El inquisitorio (fragmento)

"Le repito que si hay que ponerse a ver qué es o no normal, no vamos a acabar nunca y yo ya tengo suficiente. Se diría que ya no sabe qué preguntarme.
¿Cómo explica usted que entre todas las doncellas que desfilaron por la casa de sus patrones ninguna le haya hablado nunca de lo que habían oído tras la puerta del despacho del secretario?
¿Tantas vueltas para llegar aquí?
Responda.
Ya me lo ha preguntado.
Responda de nuevo.
No lo explicaré mejor que antes.
¿No dijo usted que Marthe estaba segura de que ellas sabían algo?
Ya le digo que ya me lo ha preguntado.
¿Y usted no sospecha que le hablaban de ello a Marthe y que ella se negaba a darle a usted los detalles?
No hay ninguna razón para ello. Marthe no tenía secretos. Si pensaba que las criadas sabían algo, es precisamente porque no decían nada.
¿De manera que se trataba de cosas comprometedoras?
Lo que compromete a unos no compromete a otros.
¿Qué quiere decir?
Que las doncellas tenían mucho miedo de que las despidieran. Les pagaban bien. Ya le he dicho todo esto. Ya se lo he contado. ¿Acaso hay que volver a empezar?
¿Cuál era la actitud del criado hacia las doncellas?
Las despreciaba como a perros.
¿Ellas lo respetaban?
Le tenían un miedo que temblaban.
¿No cree usted que el ascendente que tenía bastaba para que tuvieran la boca cerrada?

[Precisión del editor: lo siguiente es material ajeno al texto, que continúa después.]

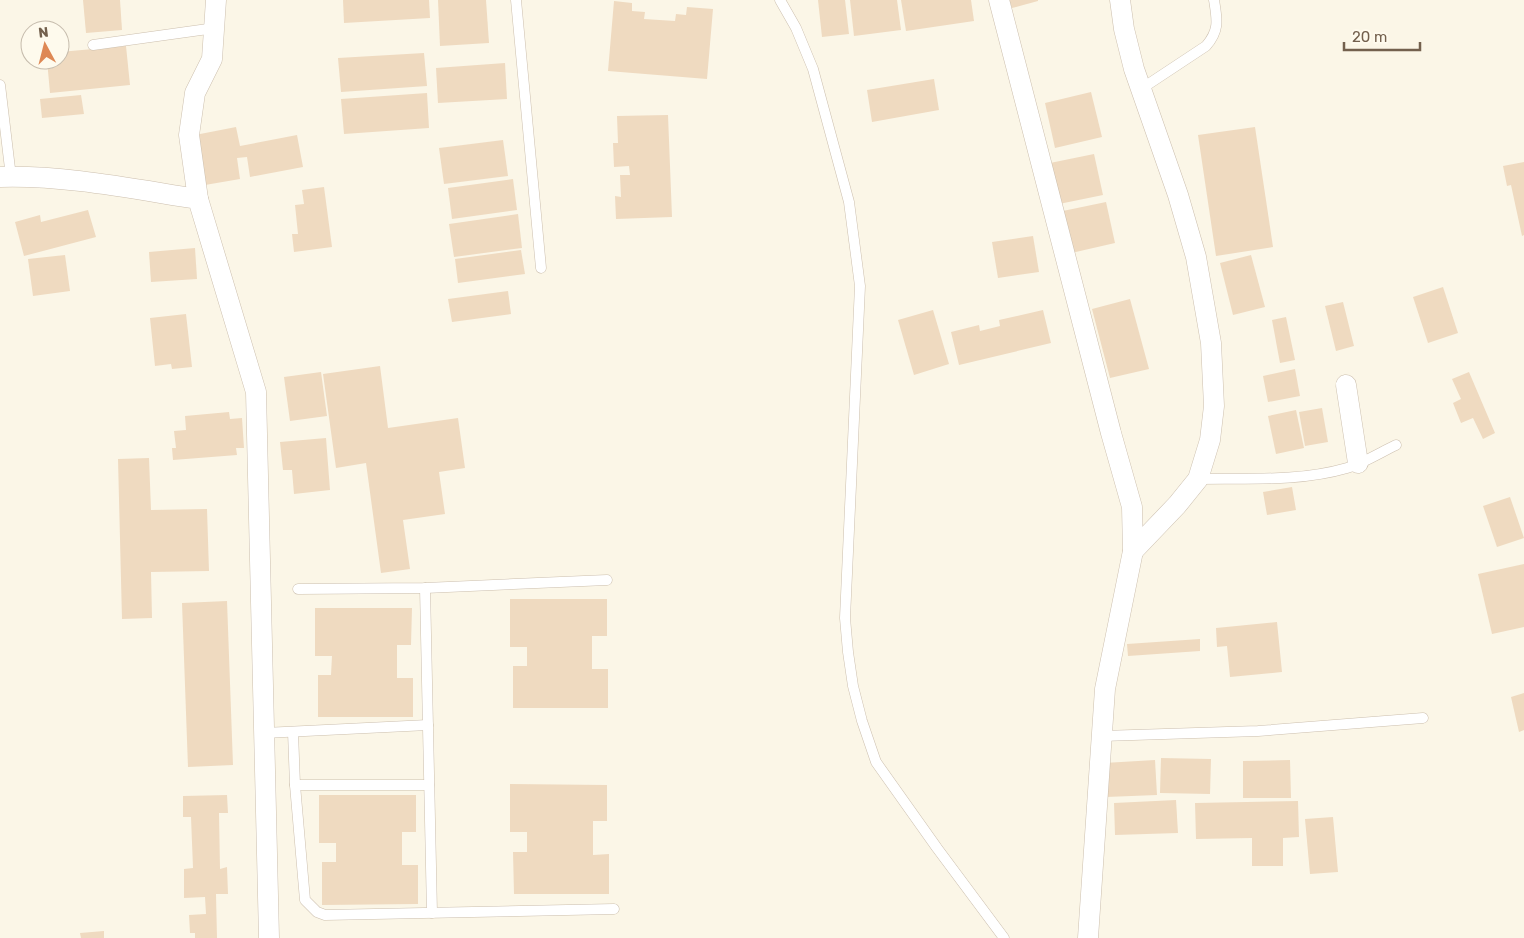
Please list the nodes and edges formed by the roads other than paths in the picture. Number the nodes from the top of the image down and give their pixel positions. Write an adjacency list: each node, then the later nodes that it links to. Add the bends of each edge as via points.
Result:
1 (216, 0): 7 (street)
2 (516, 0): 13 (lane)
3 (780, 0): 32 (lane, via 814,69 848,202 860,286 845,618 853,686 876,762)
4 (1000, 0): 18 (street, via 1132,507)
5 (1120, 0): 10 (street, via 1124,29)
6 (1214, 0): 10 (lane, via 1217,25 1214,38)
7 (214, 28): 8 (lane); 12 (street, via 212,58 195,93 189,135)
8 (93, 44)
9 (0, 86): 11 (lane)
10 (1141, 89): 17 (street, via 1196,257 1211,343 1214,406 1210,440)
11 (6, 177): 12 (street, via 102,184)
12 (198, 199): 24 (street, via 256,392)
13 (541, 268)
14 (1346, 385): 16 (street)
15 (1396, 445): 16 (lane)
16 (1358, 463): 17 (lane, via 1318,474 1284,478)
17 (1198, 479): 18 (street)
18 (1133, 552): 26 (street, via 1105,689)
19 (607, 580): 20 (lane)
20 (425, 588): 21 (lane); 23 (lane)
21 (298, 589)
22 (1423, 718): 26 (lane, via 1258,731)
23 (428, 725): 25 (lane); 28 (lane)
24 (264, 732): 25 (lane); 31 (street)
25 (293, 732): 27 (lane)
26 (1102, 736): 33 (street)
27 (295, 785): 28 (lane); 30 (lane, via 305,900 316,912 325,915)
28 (429, 785): 30 (lane)
29 (614, 908): 30 (lane)
30 (432, 913)
31 (269, 938)
32 (1004, 938)
33 (1088, 938)

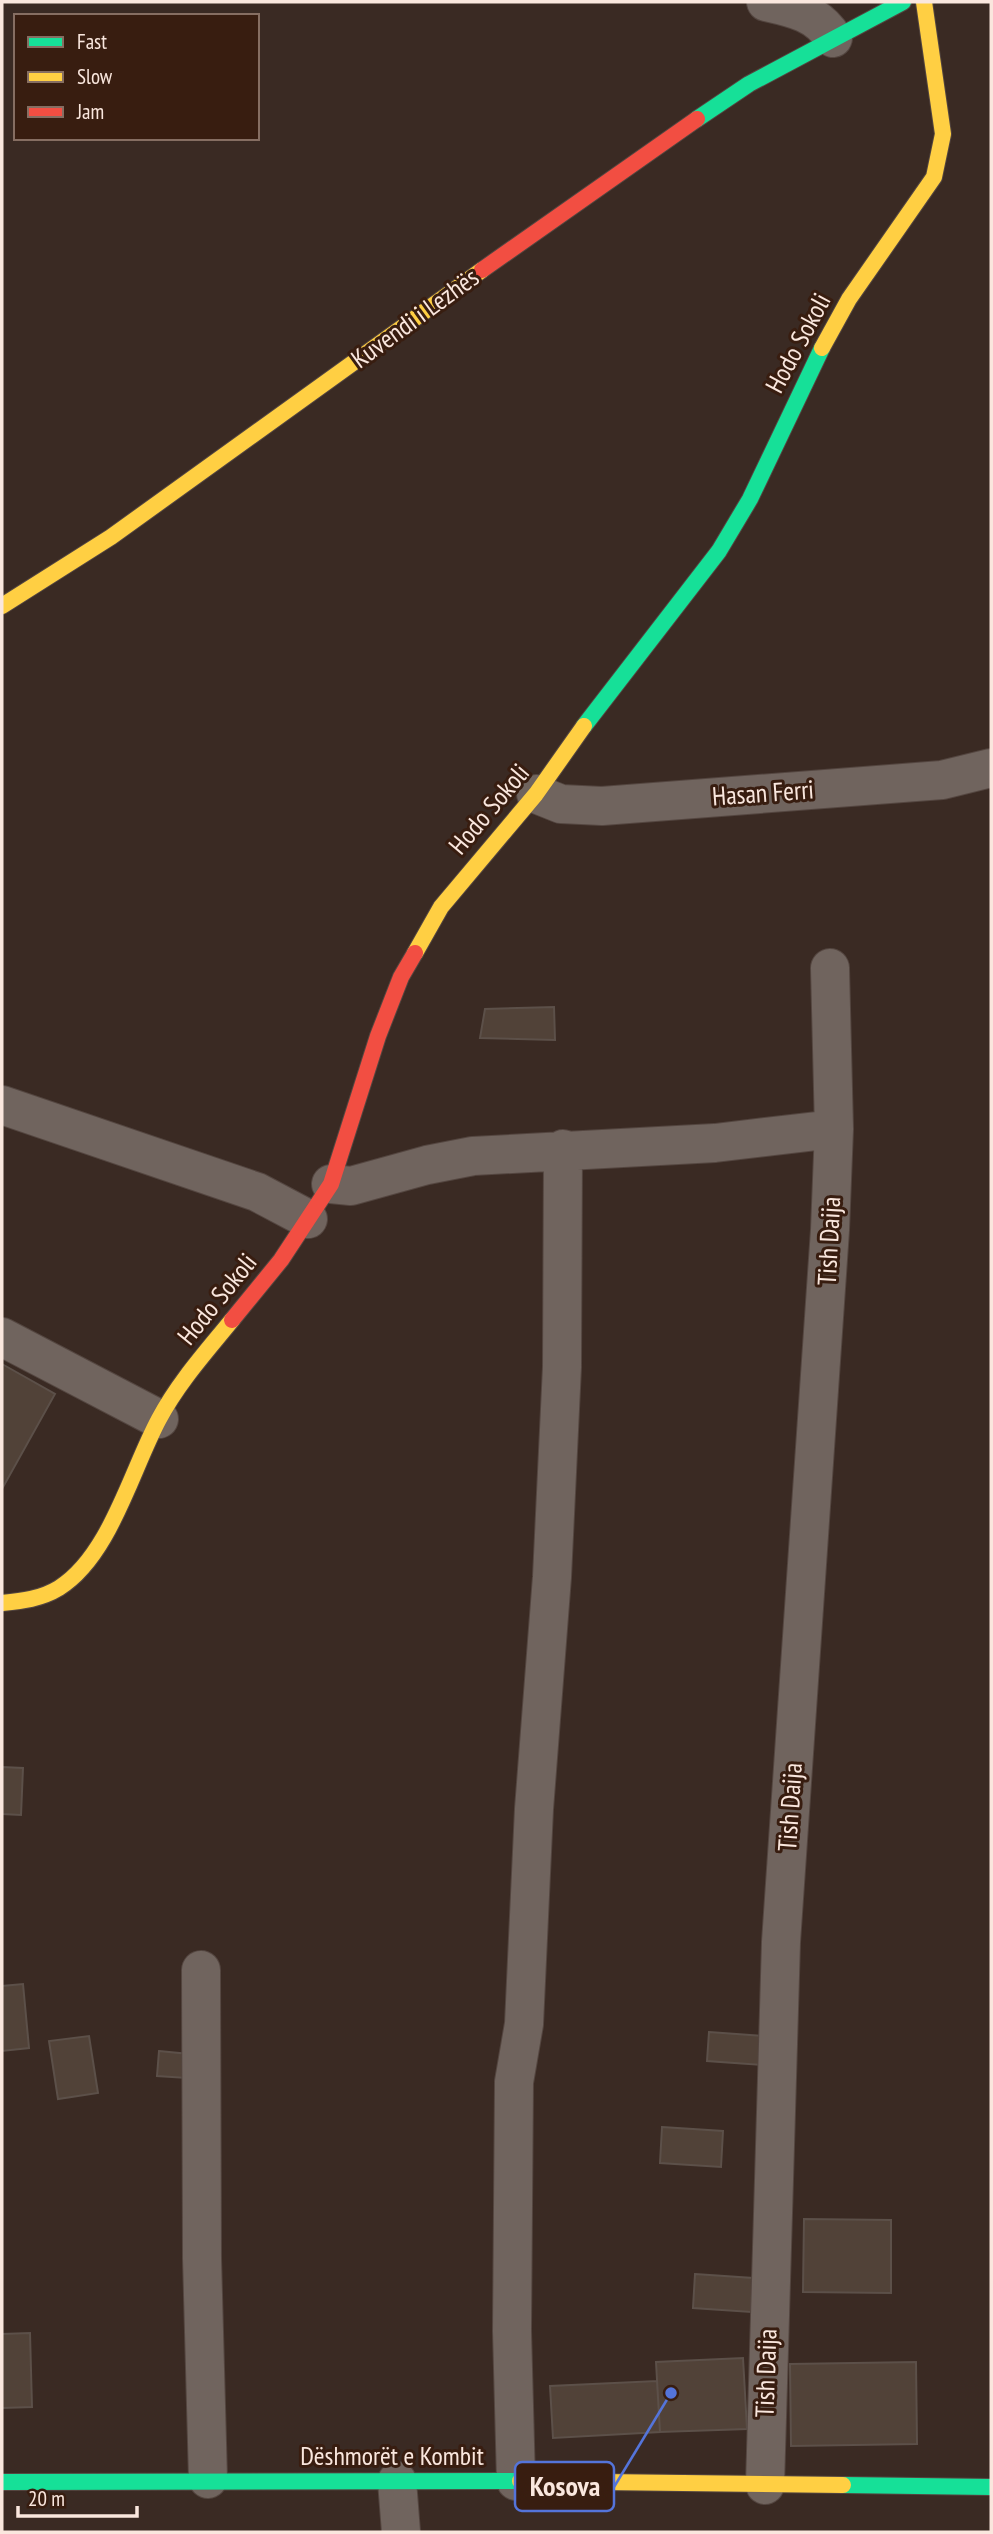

¿Y entonces yo y Marthe qué?
Estamos hablando del criado. Es posible que él fuera el responsable de que ellas no dijeran palabra.
Puede.
¿Le habló a usted Marthe del temor de las doncellas al criado?
Se daba perfecta cuenta de que no tenía necesidad de decirlo.
¿Cabe suponer que lo que ellas sabían de las conversaciones del secretario lo supieran por el criado antes que por sus indiscreciones tras la puerta?
No tengo ni idea. "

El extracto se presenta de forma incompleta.